GFSeeker: a splicing-graph-based approach for accurate gene fusion detection from long-read RNA sequencing data.
Bingyan Wang, Heng Hu, Runtian Gao, Guohua Wang, Tao Jiang
Abstract
Open AccessGene fusions are critical oncogenic drivers and therapeutic targets in diverse cancers. Long-read ribonucleic acid sequencing (RNA-seq) offers an unprecedented opportunity to resolve the full-length structure of fusion isoforms, but its high intrinsic error rates pose significant challenges to the precise identification of true fusion events. Here, we developed GFSeeker, an innovative splicing-graph-based computational framework for accurate gene fusion detection from long-read RNA-seq. GFSeeker employs a unique pipeline based on a splicing graph reference and a dual re-alignment validation to effectively overcome data noise from high error rates. Benchmarking across simulated, non-tumor, and cancer cell line datasets demonstrated GFSeeker's state-of-the-art performance, achieving 6%-15% higher F1 score compared to existing methods.

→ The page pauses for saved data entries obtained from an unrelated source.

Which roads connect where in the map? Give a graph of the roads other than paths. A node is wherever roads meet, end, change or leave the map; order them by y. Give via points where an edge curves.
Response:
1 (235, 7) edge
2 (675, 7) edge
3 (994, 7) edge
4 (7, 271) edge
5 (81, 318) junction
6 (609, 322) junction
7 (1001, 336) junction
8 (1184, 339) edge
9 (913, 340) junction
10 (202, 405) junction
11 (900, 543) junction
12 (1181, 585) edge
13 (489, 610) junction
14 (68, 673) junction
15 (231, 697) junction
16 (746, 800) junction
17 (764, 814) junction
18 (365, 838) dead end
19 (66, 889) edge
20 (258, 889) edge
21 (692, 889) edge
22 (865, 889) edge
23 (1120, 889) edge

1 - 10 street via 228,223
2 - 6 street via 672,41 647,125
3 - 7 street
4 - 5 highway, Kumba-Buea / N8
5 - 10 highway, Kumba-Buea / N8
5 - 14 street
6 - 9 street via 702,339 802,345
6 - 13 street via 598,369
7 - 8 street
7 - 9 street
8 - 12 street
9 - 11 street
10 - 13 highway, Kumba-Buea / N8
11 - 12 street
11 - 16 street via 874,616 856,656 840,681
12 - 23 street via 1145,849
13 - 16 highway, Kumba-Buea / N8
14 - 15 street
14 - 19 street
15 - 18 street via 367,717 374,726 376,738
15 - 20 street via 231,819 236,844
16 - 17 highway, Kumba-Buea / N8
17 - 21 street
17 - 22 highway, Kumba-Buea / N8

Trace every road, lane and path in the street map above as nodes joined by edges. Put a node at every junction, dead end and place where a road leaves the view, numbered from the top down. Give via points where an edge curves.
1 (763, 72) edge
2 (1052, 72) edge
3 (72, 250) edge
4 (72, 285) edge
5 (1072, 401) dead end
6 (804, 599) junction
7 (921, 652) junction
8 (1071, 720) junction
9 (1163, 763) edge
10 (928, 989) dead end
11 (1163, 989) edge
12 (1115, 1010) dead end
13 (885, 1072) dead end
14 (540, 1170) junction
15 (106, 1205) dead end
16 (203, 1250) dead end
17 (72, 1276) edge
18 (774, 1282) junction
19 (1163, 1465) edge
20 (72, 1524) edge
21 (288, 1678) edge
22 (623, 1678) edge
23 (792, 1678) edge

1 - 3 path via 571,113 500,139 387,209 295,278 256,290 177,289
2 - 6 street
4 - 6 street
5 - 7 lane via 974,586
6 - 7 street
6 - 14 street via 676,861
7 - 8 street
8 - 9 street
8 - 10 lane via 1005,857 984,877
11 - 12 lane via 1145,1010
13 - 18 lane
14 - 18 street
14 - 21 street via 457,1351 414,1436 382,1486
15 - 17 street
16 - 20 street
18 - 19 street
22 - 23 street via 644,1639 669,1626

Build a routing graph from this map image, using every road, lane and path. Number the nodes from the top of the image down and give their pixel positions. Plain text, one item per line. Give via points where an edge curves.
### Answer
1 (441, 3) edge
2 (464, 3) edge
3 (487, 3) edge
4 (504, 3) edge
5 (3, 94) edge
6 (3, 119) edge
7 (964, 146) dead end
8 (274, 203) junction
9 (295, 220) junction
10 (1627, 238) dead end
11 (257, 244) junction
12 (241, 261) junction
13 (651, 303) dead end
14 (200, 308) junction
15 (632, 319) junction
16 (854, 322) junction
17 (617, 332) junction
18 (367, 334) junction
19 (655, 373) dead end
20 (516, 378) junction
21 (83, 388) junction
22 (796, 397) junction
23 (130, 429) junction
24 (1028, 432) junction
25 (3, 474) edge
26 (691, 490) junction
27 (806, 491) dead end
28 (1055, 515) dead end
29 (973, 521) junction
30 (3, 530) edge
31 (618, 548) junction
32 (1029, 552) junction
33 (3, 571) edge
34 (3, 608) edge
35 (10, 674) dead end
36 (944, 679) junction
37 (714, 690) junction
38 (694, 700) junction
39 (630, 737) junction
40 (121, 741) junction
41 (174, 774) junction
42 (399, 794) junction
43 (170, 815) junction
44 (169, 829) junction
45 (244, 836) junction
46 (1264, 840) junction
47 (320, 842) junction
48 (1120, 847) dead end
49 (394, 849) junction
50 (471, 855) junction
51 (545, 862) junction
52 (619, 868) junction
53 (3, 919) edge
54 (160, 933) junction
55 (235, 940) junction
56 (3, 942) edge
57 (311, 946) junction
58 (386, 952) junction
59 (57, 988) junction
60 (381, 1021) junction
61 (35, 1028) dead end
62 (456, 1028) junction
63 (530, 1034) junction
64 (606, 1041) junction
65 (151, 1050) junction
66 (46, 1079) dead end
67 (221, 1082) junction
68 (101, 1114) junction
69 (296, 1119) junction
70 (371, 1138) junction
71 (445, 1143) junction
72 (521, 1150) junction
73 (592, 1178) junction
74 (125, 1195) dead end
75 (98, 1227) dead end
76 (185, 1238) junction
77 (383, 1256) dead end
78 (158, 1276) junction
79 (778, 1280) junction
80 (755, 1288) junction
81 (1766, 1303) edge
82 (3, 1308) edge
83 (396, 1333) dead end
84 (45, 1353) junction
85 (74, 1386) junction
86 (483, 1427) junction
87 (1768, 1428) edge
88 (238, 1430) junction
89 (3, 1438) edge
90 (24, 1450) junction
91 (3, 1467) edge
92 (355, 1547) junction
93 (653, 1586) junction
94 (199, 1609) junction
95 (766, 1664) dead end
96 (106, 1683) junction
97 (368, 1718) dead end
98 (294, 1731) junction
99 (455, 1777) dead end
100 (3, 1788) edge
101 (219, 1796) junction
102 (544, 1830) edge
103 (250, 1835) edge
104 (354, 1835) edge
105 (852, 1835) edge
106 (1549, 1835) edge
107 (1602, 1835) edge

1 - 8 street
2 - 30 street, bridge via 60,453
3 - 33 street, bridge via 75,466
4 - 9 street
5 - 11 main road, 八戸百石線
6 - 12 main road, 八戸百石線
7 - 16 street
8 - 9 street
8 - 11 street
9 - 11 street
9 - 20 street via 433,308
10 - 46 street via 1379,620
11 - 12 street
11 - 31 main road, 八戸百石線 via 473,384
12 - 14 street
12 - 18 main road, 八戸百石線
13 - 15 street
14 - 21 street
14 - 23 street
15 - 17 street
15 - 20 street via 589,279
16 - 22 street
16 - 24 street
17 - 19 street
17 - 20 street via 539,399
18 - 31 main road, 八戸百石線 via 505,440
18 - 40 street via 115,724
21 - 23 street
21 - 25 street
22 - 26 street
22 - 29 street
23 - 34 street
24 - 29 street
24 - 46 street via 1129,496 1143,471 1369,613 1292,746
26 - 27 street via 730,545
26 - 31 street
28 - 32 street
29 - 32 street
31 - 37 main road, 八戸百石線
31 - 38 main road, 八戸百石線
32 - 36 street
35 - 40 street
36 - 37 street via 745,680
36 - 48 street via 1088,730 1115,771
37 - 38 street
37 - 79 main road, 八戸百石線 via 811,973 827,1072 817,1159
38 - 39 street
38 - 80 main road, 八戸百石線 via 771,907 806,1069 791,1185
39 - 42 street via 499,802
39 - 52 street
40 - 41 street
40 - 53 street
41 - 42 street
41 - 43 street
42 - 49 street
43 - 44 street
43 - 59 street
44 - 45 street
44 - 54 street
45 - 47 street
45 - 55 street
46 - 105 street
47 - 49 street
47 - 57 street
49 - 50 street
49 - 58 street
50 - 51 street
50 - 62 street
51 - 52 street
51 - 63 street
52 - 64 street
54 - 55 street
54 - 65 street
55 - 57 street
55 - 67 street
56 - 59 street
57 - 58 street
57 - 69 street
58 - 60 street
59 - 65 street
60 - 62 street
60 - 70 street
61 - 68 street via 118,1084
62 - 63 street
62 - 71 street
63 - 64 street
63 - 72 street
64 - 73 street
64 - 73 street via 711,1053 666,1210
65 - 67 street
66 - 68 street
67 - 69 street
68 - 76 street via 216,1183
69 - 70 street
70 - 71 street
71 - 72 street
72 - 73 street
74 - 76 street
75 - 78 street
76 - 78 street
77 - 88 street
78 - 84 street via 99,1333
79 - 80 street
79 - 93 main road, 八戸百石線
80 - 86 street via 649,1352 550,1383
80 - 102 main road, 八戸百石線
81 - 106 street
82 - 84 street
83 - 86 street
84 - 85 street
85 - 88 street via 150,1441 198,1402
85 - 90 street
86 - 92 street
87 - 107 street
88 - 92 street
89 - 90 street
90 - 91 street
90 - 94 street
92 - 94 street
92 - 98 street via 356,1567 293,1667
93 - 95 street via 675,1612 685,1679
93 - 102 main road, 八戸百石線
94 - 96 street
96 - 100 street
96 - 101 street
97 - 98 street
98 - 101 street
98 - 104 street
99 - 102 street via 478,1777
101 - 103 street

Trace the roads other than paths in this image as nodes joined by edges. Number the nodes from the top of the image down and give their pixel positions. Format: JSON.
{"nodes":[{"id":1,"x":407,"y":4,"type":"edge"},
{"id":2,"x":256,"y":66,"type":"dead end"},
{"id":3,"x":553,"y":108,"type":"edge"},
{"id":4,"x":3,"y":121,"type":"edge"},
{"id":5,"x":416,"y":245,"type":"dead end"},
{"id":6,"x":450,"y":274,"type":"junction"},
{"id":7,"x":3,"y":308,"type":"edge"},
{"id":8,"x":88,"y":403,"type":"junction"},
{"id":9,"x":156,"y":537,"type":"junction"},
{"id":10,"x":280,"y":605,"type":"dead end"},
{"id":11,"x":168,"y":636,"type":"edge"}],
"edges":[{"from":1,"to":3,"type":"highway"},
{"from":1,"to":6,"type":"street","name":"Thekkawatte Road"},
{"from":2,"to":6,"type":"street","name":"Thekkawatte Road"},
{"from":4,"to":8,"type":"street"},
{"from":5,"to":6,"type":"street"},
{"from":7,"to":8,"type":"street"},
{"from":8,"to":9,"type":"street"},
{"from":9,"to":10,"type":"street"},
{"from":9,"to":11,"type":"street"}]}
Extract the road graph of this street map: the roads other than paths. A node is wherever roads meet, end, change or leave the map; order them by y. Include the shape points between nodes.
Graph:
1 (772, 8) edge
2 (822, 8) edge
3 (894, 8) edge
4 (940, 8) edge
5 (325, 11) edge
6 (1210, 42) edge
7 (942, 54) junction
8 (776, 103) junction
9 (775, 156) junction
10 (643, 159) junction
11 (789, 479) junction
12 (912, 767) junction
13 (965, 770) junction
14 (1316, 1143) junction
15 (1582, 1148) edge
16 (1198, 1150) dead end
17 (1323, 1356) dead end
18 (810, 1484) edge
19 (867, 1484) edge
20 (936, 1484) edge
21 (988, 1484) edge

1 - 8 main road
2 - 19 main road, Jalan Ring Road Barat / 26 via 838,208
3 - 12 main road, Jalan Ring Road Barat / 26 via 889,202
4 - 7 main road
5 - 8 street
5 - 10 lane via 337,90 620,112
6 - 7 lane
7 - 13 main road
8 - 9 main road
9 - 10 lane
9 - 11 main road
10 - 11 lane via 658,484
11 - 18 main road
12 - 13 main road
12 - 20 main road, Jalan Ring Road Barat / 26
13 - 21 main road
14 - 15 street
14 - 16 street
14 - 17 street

Notably, GFSeeker successfully identified the known fusion event, MATN2-POP1, in the MCF-7 cancer cell line, missed by other tools, highlighting its superior sensitivity in resolving complex fusion events. These results validate GFSeeker as a powerful and reliable tool for gene fusion discovery, heralding its significant potential to advance cancer research and precision diagnostics.